Work to be completed — Search the data for the word "roads" and copy every line that contains it.

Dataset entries

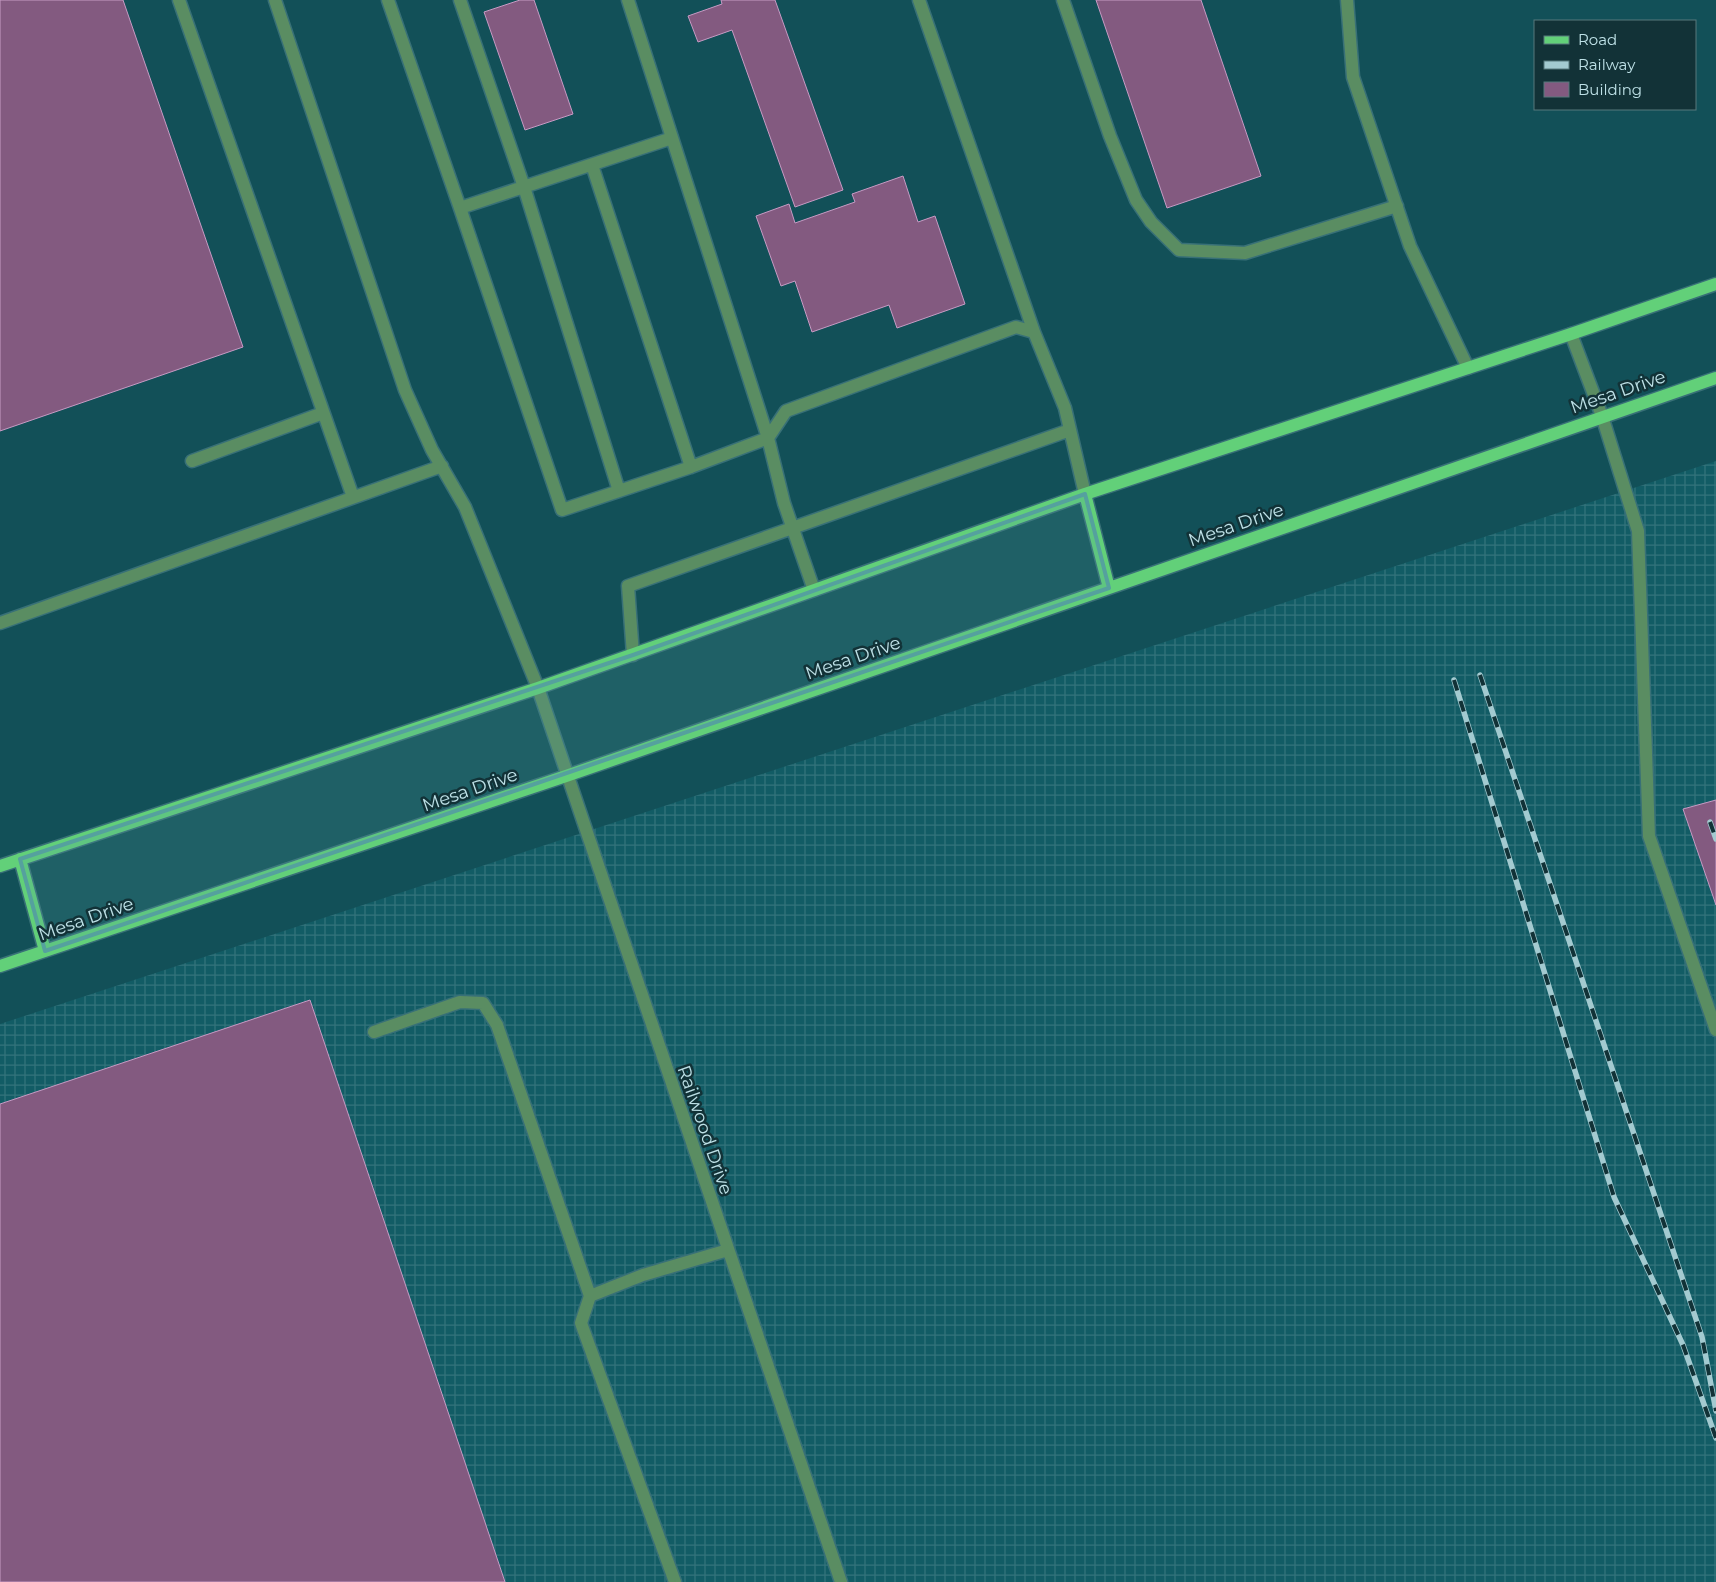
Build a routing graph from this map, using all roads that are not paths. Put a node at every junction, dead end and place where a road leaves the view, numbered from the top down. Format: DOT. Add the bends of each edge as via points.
graph roads {
  1 [pos="179,0"];
  2 [pos="275,0"];
  3 [pos="388,0"];
  4 [pos="460,0"];
  5 [pos="628,0"];
  6 [pos="919,0"];
  7 [pos="1063,0"];
  8 [pos="1347,0"];
  9 [pos="672,138"];
  10 [pos="592,165"];
  11 [pos="524,188"];
  12 [pos="1397,206"];
  13 [pos="460,208"];
  14 [pos="1716,284"];
  15 [pos="1034,332"];
  16 [pos="1571,334"];
  17 [pos="1468,368"];
  18 [pos="1716,378"];
  19 [pos="322,413"];
  20 [pos="1602,416"];
  21 [pos="1070,430"];
  22 [pos="768,438"];
  23 [pos="192,461"];
  24 [pos="442,466"];
  25 [pos="691,467"];
  26 [pos="619,491"];
  27 [pos="1085,494"];
  28 [pos="353,497"];
  29 [pos="792,528"];
  30 [pos="1109,588"];
  31 [pos="814,590"];
  32 [pos="0,623"];
  33 [pos="633,654"];
  34 [pos="538,688"];
  35 [pos="566,776"];
  36 [pos="20,859"];
  37 [pos="0,866"];
  38 [pos="45,951"];
  39 [pos="0,966"];
  40 [pos="1716,1030"];
  41 [pos="374,1032"];
  42 [pos="728,1250"];
  43 [pos="590,1296"];
  44 [pos="675,1582"];
  45 [pos="841,1582"];
  1 -- 19 [label="street"];
  2 -- 24 [label="street, Railwood Drive" via="405,390"];
  3 -- 13 [label="street"];
  4 -- 11 [label="street"];
  5 -- 9 [label="street"];
  6 -- 15 [label="street"];
  7 -- 12 [label="street" via="1136,200 1151,222 1179,250 1245,253"];
  8 -- 12 [label="street" via="1353,77"];
  9 -- 10 [label="street"];
  9 -- 22 [label="street"];
  10 -- 11 [label="street"];
  10 -- 25 [label="street"];
  11 -- 13 [label="street"];
  11 -- 26 [label="street"];
  12 -- 17 [label="street" via="1410,246"];
  13 -- 26 [label="street" via="562,510"];
  14 -- 16 [label="main road"];
  15 -- 21 [label="street" via="1066,408"];
  15 -- 22 [label="street" via="1016,327 786,411"];
  16 -- 17 [label="main road"];
  16 -- 20 [label="street"];
  17 -- 27 [label="main road"];
  18 -- 20 [label="main road, Mesa Drive"];
  19 -- 23 [label="street"];
  19 -- 28 [label="street"];
  20 -- 30 [label="main road, Mesa Drive"];
  20 -- 40 [label="street" via="1638,531 1649,836"];
  21 -- 27 [label="street"];
  21 -- 29 [label="street"];
  22 -- 25 [label="street"];
  22 -- 29 [label="street"];
  24 -- 28 [label="street"];
  24 -- 34 [label="street, Railwood Drive" via="465,507"];
  25 -- 26 [label="street"];
  27 -- 30 [label="main road"];
  27 -- 31 [label="main road"];
  28 -- 32 [label="street"];
  29 -- 31 [label="street"];
  29 -- 33 [label="street" via="628,586"];
  30 -- 35 [label="main road, Mesa Drive"];
  31 -- 33 [label="main road"];
  33 -- 34 [label="main road"];
  34 -- 35 [label="street, Railwood Drive"];
  34 -- 36 [label="main road"];
  35 -- 38 [label="main road, Mesa Drive"];
  35 -- 42 [label="street, Railwood Drive"];
  36 -- 37 [label="main road"];
  36 -- 38 [label="main road"];
  38 -- 39 [label="main road, Mesa Drive"];
  41 -- 43 [label="street" via="460,1002 483,1003 498,1025"];
  42 -- 43 [label="street" via="643,1274"];
  42 -- 45 [label="street, Railwood Drive"];
  43 -- 44 [label="street" via="581,1323"];
}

Solved problem —
Build a routing graph from this map, using all roads that are not paths. Put a node at every junction, dead end and place where a road leaves the view, numbered from the top down. Format: DOT. Add the bends of each edge as via points.
graph roads {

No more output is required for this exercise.